We tried to make love two times but it didn’t work. I could tell that he just wasn’t into it. It’s hard to believe that gaining weight over a few months would have this kind of affect but apparently, it did.
He claimed that he was tired and was getting over a cold but I knew better. Call it homo intuition but I knew.
Then, a few weeks later, after he cancelled a planned trip to my home because of “work”, he laid it all out: He couldn’t be monogamous to me because of the weight gain and because I was no longer as sexually attractive to him.
It’s hard for me to even describe how devastated I was. Even as I type this on my laptop, it still stings.
On some level, I do understand where he is coming from. We are either attracted to someone or we aren’t.

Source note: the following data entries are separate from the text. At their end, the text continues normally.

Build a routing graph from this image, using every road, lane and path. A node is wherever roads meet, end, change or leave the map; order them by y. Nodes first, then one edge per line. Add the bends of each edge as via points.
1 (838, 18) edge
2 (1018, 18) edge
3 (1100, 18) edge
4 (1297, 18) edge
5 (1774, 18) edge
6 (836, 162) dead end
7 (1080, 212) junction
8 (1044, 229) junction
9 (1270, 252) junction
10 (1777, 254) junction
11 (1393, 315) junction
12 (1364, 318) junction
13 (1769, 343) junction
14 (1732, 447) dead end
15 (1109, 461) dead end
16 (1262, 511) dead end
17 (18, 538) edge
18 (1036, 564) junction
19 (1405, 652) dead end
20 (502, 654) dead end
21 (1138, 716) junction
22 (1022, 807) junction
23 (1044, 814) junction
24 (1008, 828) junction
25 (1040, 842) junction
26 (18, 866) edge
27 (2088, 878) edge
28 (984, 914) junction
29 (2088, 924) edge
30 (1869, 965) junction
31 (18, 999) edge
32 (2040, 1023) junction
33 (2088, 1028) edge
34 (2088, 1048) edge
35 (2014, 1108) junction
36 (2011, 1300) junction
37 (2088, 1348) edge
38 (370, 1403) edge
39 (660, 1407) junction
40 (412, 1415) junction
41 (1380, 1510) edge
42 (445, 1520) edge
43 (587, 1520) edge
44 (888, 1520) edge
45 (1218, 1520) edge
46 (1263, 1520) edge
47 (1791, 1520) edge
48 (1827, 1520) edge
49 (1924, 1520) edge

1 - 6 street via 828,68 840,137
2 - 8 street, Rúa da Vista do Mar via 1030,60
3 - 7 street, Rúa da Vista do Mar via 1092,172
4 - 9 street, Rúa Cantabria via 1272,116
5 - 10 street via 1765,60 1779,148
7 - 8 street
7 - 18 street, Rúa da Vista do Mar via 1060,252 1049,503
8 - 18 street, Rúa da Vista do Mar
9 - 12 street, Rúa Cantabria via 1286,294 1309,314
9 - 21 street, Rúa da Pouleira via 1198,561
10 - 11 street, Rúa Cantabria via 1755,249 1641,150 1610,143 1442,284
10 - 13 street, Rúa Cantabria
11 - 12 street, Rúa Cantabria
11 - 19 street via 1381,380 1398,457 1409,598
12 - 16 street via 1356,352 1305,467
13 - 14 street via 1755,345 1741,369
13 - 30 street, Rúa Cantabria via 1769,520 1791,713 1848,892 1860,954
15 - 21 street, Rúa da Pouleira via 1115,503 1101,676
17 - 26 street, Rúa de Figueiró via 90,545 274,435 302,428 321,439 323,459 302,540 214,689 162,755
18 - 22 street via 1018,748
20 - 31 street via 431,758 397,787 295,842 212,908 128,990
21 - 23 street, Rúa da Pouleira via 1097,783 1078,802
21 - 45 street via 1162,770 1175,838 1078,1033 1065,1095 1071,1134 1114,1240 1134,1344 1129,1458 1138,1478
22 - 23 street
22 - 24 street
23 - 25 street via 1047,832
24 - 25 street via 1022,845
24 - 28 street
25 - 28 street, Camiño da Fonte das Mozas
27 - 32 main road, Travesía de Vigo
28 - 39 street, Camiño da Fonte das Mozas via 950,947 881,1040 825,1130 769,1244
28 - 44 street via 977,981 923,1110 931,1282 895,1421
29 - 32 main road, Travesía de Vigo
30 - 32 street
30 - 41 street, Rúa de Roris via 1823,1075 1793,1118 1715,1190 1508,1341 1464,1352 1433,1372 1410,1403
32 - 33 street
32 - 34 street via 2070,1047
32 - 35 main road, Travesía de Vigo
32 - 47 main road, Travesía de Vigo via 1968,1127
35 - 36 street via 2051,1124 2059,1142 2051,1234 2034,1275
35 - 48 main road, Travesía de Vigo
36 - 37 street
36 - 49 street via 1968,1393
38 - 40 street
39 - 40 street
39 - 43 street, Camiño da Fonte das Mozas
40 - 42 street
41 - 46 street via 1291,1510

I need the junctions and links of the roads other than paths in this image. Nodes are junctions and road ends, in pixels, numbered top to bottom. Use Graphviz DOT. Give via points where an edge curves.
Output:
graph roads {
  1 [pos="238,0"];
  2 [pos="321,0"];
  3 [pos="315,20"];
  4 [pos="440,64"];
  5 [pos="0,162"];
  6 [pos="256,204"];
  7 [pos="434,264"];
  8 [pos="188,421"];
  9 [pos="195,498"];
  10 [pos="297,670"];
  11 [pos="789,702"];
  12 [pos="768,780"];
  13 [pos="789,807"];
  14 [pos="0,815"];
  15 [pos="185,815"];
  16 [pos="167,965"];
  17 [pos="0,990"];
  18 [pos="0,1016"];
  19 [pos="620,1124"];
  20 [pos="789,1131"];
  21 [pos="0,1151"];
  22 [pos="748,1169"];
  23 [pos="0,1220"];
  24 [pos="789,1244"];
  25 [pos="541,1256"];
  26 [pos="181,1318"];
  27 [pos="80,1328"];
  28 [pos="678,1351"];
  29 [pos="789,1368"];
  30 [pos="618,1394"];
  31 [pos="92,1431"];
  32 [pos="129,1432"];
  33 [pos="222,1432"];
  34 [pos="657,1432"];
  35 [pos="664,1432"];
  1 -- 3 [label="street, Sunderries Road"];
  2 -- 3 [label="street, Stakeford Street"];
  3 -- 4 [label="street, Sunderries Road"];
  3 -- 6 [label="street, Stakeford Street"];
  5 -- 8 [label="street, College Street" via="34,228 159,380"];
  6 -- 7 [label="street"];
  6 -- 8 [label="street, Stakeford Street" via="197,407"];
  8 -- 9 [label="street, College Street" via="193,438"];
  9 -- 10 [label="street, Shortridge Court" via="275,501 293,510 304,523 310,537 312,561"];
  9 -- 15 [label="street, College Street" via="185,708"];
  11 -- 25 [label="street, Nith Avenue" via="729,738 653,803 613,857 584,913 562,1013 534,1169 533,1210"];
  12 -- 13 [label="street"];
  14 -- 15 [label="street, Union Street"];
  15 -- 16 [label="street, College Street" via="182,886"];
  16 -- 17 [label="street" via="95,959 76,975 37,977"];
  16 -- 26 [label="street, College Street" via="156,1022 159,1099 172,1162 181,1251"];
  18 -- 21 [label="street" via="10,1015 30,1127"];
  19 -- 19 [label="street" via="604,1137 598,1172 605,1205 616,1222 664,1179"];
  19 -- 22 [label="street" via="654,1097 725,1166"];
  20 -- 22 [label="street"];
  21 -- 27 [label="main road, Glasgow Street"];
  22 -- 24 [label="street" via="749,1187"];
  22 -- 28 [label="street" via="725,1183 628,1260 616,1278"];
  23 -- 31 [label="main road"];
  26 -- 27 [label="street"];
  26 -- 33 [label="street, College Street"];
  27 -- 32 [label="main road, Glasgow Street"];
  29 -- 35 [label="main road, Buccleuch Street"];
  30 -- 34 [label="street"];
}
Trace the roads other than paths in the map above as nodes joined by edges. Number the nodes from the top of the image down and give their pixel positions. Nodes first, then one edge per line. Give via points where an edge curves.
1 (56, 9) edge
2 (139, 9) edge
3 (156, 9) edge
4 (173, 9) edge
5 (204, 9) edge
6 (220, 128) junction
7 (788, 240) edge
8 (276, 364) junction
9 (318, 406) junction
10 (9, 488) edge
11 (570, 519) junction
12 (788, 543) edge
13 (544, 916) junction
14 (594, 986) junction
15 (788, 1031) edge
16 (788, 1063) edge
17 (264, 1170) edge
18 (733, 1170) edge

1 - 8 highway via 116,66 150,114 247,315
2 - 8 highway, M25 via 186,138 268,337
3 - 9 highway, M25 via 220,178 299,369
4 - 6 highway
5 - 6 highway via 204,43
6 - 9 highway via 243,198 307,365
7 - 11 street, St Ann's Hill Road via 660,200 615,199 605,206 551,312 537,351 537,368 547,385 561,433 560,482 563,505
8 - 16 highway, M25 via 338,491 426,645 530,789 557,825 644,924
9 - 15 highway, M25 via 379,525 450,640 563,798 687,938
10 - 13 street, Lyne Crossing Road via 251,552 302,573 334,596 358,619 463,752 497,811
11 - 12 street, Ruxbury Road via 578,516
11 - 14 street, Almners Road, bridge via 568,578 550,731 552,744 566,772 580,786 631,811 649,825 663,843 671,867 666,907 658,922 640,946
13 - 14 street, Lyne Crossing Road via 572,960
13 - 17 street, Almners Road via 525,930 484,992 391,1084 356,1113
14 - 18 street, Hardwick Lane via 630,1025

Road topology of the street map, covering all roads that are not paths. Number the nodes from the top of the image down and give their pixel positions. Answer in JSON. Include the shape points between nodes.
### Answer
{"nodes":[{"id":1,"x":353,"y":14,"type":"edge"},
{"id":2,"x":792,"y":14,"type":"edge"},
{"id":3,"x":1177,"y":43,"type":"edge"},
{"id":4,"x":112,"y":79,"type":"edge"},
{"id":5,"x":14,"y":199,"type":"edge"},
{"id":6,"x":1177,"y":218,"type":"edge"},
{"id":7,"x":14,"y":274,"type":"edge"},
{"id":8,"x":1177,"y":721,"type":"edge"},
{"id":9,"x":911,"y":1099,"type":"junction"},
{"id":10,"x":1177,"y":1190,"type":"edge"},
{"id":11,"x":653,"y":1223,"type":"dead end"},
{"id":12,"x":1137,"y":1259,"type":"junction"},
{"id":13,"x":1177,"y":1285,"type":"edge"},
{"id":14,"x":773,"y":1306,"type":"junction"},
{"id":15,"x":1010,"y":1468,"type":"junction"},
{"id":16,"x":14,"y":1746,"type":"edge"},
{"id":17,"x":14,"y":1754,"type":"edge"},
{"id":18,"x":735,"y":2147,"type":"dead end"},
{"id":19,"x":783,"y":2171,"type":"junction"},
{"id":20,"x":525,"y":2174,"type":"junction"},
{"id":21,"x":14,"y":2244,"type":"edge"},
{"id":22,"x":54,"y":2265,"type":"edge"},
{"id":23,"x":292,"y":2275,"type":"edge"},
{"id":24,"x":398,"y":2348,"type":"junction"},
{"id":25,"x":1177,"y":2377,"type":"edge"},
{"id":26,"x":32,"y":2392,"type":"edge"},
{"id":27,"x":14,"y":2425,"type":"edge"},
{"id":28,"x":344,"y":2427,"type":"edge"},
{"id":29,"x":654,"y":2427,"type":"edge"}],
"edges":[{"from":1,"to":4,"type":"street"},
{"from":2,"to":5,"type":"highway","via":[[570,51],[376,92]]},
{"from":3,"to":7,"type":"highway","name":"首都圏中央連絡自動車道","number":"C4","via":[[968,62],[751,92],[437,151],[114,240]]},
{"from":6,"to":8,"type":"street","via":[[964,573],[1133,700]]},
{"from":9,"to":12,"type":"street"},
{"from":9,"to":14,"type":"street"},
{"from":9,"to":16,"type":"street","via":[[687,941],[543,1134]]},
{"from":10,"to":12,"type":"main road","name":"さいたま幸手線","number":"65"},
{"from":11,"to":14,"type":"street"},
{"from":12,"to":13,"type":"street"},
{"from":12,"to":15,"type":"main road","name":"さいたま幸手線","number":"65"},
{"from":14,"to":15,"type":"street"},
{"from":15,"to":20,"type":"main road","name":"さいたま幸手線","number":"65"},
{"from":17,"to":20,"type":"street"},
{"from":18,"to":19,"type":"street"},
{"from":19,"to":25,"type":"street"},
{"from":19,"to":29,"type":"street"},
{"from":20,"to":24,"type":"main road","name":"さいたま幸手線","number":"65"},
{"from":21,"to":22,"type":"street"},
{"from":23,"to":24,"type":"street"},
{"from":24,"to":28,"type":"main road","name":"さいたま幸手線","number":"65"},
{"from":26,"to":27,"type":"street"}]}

As a couple, I recognize that we had never enjoyed the traditional customs of two people who were together on a regular basis. Long distance relationships often contain their own unique twists. And it’s kind of uncommon to spend months apart when you are just starting out.
A lot can happen with your body over 90 days. You can gain muscle by hitting the gym hard or in my case, pack on several pounds because you couldn’t work out or eat right.
He wanted to be monogamous with a six-pack – not somebody who was slightly flabby and had a hint of a muffin top.
I knew that the weight was a small setback when I tried putting on a pair of underwear and they fit a little snug. I never thought for a second that it would cause him to feel less attractive to me or tear away at what I thought was a solid relationship – even if it was long distance.
The crazy thing is that I’m not some out of control fat pig.
I got super depressed. It was my own fault for thinking he’d be fine with the body changes. Still, I felt like the rug was pulled right out from under me when he finally said it to my face. How stupid am I?
I forgot that many gay men are totally about physical appearance. Once the looks start to go – even slightly – you are yesterday’s news.
Somewhere deep inside, Dave must have felt like crap. He tried to make things better by using cute talk and making jokes. But whatever vibe we once had going was dead.
I keep wondering to myself what would happen if I lost the weight and got my abs back? Would he suddenly be ready to commit? And what if the pounds came back again? Would he pull the same crap after promising monogamy?
I honestly thought he had been attracted to all of me, not just my body. Man had I read the entire situation wrong for pretty much an entire year.
Had a buddy of mine come to me for advice on this kind of situation, I would have told him to dump the asshole. But life isn’t some stupid sitcom and date-worthy men don’t come along every day.
It would be a total lie to say that I have moved on because clearly, I have not. And to make matters worse, I still entertain thoughts about trying to make things work again – on his terms.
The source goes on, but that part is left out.